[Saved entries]
=== Begin Enclosure ===

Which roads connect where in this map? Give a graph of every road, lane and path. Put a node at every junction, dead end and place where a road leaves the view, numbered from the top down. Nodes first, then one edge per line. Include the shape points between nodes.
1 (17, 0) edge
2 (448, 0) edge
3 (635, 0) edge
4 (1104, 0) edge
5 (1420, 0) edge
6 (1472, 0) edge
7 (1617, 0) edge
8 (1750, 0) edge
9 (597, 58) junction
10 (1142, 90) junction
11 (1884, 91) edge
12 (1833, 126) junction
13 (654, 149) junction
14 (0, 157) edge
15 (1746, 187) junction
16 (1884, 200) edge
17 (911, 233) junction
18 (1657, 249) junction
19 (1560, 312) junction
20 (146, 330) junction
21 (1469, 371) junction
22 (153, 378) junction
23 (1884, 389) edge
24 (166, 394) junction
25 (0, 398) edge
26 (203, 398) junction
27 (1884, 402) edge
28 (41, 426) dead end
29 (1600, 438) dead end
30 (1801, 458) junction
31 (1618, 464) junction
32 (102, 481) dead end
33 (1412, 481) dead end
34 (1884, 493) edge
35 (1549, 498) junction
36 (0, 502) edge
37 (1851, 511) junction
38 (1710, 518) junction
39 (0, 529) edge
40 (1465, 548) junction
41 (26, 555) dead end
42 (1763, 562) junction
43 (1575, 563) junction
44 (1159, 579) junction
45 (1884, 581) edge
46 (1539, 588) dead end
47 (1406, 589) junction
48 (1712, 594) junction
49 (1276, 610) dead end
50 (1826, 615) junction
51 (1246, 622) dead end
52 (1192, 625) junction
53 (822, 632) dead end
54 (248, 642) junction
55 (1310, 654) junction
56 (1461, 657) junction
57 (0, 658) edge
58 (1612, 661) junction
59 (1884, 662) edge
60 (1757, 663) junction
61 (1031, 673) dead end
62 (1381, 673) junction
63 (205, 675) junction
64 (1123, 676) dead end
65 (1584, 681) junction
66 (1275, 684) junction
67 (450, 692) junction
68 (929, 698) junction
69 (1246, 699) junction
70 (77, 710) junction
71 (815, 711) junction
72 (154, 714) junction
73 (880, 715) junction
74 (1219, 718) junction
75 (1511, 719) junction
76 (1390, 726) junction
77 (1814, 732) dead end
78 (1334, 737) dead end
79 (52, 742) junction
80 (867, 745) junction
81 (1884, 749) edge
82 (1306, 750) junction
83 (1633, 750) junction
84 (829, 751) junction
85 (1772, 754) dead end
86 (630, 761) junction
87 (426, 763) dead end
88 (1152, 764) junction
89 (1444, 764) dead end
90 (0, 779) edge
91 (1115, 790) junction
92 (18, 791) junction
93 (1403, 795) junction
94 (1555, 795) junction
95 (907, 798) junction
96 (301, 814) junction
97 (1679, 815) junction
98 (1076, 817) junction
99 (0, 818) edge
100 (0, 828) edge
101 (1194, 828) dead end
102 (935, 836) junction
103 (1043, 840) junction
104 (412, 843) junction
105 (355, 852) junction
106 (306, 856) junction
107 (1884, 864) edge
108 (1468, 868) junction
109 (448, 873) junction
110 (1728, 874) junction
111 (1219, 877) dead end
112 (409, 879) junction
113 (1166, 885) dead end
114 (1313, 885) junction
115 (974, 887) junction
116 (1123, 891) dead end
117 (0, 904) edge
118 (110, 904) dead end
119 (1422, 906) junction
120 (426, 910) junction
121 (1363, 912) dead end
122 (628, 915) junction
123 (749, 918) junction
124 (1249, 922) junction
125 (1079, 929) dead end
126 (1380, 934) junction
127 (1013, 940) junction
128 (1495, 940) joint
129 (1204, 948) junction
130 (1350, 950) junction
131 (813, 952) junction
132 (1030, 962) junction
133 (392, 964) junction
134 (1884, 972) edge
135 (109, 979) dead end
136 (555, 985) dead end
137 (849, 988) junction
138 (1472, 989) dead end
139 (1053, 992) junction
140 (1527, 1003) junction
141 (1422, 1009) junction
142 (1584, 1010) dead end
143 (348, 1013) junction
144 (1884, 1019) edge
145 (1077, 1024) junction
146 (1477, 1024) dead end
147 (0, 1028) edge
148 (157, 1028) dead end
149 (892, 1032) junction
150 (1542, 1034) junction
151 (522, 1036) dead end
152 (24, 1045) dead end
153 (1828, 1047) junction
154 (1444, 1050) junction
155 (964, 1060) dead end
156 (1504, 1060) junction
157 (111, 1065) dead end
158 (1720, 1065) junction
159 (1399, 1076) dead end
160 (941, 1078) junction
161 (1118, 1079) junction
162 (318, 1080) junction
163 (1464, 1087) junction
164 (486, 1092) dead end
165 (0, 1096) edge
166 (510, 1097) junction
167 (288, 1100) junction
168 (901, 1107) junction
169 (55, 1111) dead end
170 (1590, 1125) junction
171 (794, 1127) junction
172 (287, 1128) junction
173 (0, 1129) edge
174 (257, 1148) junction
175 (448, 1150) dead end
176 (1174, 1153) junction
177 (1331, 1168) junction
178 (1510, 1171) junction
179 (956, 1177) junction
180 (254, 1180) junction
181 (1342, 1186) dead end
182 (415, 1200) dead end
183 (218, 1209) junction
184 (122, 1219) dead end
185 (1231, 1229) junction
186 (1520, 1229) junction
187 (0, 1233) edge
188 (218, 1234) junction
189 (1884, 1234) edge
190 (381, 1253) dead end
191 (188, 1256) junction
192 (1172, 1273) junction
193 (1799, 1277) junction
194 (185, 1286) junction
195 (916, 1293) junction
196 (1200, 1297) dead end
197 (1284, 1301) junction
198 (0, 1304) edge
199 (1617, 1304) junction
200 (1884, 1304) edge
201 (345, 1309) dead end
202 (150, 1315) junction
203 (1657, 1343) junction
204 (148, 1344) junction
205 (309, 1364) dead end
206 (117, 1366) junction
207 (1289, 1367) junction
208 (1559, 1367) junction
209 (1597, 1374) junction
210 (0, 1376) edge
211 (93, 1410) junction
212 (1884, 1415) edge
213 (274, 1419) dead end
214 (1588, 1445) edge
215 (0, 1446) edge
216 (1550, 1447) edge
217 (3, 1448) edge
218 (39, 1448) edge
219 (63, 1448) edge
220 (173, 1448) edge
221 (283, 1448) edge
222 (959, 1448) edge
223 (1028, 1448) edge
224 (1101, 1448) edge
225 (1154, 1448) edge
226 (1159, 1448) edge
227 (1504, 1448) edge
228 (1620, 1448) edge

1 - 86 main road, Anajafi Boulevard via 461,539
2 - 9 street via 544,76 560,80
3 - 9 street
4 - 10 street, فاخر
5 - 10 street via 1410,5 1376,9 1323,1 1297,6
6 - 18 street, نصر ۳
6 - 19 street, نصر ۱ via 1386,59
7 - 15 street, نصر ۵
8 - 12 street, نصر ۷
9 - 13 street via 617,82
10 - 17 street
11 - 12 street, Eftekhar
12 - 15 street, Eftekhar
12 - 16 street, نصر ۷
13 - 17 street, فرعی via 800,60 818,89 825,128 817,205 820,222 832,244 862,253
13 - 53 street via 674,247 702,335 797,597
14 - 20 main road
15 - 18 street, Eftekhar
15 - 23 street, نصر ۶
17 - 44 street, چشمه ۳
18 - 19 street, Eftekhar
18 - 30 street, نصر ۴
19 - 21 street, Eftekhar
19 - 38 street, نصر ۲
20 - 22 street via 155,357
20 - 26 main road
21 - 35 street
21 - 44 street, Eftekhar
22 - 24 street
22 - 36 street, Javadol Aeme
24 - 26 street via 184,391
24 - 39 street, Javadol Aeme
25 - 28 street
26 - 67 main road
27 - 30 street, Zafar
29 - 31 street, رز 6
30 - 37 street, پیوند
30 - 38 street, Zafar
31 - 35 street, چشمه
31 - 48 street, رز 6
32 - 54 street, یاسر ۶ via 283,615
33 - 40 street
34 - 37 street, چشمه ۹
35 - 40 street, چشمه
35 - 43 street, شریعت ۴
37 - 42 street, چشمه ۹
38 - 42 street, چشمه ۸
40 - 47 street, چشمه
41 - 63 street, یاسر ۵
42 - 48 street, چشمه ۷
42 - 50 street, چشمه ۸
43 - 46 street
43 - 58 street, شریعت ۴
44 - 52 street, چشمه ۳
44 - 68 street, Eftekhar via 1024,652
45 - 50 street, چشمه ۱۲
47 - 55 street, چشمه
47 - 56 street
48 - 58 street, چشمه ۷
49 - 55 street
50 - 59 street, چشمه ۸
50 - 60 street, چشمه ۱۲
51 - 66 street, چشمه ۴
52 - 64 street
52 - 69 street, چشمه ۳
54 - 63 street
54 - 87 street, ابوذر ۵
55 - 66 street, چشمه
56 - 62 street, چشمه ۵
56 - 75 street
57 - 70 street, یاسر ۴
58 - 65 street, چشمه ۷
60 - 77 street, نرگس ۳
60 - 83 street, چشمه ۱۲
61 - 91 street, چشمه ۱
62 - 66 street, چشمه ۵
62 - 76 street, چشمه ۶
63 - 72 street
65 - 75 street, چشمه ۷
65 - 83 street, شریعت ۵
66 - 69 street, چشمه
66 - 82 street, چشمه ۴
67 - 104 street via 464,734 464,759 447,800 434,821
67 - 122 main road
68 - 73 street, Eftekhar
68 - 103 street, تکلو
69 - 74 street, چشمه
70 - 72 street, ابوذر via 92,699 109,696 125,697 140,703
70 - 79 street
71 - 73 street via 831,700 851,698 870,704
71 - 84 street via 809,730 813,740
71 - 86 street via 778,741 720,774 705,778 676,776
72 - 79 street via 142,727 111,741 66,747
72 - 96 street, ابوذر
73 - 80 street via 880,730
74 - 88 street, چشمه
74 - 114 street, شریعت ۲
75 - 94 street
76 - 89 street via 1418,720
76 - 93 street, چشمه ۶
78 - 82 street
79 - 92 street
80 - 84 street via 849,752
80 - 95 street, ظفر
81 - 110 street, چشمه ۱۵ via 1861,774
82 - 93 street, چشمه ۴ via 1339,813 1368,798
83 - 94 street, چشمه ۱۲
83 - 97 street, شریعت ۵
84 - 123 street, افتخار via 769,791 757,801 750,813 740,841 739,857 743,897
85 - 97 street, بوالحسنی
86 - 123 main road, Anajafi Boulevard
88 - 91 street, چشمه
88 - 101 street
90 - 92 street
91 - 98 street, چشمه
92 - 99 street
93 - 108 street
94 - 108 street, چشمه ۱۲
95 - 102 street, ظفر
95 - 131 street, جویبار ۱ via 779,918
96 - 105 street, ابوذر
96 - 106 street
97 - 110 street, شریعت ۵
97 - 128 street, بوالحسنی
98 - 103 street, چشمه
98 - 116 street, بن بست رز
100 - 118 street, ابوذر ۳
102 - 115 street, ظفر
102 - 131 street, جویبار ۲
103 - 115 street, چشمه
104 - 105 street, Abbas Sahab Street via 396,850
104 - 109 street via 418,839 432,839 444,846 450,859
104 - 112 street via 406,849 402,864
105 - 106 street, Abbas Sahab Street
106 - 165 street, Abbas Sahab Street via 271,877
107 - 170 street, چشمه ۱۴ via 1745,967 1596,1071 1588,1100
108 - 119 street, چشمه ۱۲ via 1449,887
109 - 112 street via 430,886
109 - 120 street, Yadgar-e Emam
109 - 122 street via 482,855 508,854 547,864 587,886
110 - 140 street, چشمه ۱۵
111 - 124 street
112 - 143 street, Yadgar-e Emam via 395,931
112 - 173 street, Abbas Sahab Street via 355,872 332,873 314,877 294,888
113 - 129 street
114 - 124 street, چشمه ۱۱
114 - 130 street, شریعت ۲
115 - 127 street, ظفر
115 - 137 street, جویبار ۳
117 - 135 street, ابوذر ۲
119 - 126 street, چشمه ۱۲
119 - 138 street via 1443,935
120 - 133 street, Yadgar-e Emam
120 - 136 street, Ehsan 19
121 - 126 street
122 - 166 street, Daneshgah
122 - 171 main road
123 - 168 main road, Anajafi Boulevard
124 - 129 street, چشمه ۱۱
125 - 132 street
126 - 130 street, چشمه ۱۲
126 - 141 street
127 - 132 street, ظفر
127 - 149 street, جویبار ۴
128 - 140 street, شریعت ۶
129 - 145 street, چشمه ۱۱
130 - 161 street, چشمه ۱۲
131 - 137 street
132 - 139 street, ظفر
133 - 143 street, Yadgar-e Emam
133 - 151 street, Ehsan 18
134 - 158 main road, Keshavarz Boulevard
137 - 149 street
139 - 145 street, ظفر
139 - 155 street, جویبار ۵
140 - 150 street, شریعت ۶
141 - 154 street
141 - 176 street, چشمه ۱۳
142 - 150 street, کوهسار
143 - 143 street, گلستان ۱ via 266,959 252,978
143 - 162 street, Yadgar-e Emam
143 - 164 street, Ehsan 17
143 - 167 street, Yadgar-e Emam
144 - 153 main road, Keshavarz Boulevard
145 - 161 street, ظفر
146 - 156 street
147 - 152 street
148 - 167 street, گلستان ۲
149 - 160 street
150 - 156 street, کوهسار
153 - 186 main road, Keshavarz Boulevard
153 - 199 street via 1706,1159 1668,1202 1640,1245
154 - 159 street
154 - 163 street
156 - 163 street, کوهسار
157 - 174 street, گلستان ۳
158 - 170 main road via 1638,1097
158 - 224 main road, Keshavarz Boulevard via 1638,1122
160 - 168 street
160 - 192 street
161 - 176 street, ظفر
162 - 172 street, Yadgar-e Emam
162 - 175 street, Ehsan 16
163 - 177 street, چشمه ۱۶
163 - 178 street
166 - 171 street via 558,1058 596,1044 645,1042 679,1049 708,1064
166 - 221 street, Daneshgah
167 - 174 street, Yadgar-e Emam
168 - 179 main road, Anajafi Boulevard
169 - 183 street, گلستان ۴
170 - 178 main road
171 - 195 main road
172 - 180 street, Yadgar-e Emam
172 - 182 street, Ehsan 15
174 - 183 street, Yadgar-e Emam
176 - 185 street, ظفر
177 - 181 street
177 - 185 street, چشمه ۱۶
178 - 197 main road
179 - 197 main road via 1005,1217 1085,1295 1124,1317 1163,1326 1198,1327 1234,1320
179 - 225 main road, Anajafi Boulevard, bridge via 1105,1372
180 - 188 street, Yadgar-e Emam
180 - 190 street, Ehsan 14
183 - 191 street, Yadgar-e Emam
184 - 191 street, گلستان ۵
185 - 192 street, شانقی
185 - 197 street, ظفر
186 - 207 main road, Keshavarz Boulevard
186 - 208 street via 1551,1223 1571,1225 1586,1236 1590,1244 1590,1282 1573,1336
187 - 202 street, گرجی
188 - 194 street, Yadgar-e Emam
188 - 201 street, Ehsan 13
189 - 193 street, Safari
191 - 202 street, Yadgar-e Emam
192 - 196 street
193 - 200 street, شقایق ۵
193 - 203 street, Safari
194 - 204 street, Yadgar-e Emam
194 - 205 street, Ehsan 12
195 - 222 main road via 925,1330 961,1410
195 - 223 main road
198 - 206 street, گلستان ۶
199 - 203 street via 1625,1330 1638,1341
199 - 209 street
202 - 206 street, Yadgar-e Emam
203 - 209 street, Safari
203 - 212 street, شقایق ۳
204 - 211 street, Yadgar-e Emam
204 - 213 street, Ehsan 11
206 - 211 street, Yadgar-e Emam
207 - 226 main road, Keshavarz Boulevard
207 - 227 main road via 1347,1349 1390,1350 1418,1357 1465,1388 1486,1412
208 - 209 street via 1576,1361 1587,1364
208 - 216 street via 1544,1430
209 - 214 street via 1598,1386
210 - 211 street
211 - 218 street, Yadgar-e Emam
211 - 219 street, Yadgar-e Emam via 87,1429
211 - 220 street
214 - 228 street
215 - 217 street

=== End Enclosure ===

A bare number is all that is asked for: the count of lines above that include "Safari".

3